1917 RUSSIAN REVOLT: IN BALLET

1917 RUSSIAN REVOLT: IN BALLET

The San Francisco Ballet world premiere “Optimistic Tragedy” is a story ballet, but it can’t decide if it will tell a story or just put on a stunning exhibition of male dancers. Yuri Possokhov created a large-scale half-hour work with silent film (much of it from Eisenstein’s “Potemkin”) and videos of crashing surf to portray, not just the launch of the 1917 Russian Revolution in Odessa, but also revolutions in general. To achieve this, line after line of restive Russian sailors wheel and leap about the stage, doing scissors jumps of great elevation, reminding you of the style of the athletic, muscular Bolshoi Ballet in Moscow.

The drama is played out between the ambivalent ship captain and the alluring lady commissar (Yuan Yuan Tan), who alternate between conflict and a simmering love affair. A little character development would have been appropriate here.
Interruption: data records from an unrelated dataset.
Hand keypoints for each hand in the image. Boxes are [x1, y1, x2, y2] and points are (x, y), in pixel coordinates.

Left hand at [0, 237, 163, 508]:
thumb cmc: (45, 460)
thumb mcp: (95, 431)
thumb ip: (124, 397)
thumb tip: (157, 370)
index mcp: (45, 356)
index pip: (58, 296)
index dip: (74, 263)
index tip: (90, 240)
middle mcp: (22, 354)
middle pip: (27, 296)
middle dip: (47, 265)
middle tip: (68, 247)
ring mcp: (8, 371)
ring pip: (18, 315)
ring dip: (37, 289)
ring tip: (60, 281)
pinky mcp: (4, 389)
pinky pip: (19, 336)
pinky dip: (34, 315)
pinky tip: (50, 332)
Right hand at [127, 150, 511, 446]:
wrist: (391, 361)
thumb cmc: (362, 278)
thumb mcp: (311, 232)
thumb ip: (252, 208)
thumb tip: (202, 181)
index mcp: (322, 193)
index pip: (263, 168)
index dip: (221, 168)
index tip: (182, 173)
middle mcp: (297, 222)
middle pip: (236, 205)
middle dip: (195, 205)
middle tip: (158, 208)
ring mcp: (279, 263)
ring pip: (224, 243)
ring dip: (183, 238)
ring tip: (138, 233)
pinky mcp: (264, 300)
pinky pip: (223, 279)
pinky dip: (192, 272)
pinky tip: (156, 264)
Immense signal lamps and banners play out the bigger-than-life conflict in which, by the final curtain, the number of cadavers strewn about rivals some old English revenge play. By then you’ve almost forgotten that the unfortunate commissar had been sexually and savagely assaulted by the sailors in the chaos, and you may conclude revolutions to be far more repulsive than heroic.

The new music here is by repeat Possokhov collaborator Ilya Demutsky, a piece that is restless and boldly symphonic, heavy on brass and percussion. If the whole work is a mite overplayed, attribute it to Possokhov’s vision of a revolution that changed the world, a moment that many a Russian today would still call the greatest in their long history.

The increasingly disheveled captain was played (at least on Feb. 1) by Aaron Robison, encircled by power upstarts like Jaime Garcia Castilla, Angelo Greco and James Sofranko.

The indestructible veteran Sofranko, now in his 17th year here, also provided the electric moment in William Forsythe’s 21-part “Pas/Parts 2016.” This grabbag collection of solos, duets, trios had the showstopper in midstream with a dazzling Sofranko solo. All the tidy ballet steps that went before paled with his wild, savage, and almost crazed solo veering about the Opera House stage—short, but mesmerizing, breaking up the predictability, as if to say, wake up every one, there’s a yet more dynamic tour-de-force figure roaming the stage, threatening all decorum, and prompting the neighborhood to lock all the doors, fast.

Similar surprises stirred up muddy waters in the white piano ballet, Ratmansky’s “Seven Sonatas.” That one set out even more predictably with tame and staid ballet steps until Lorena Feijoo took center stage as the inwardly tortured woman of great vulnerability, driven to even greater desperation when her Adonis-like swain (Tiit Helimets) turns away and watches the piano (!) rendering Scarlatti transcriptions with fascination.

Not even the playful, sunny verve of Vanessa Zahorian in the finale could wipe away the impact of actress Feijoo.

BALLET NOTES—Zahorian and Feijoo will both be retiring from the company at the end of the season, come May.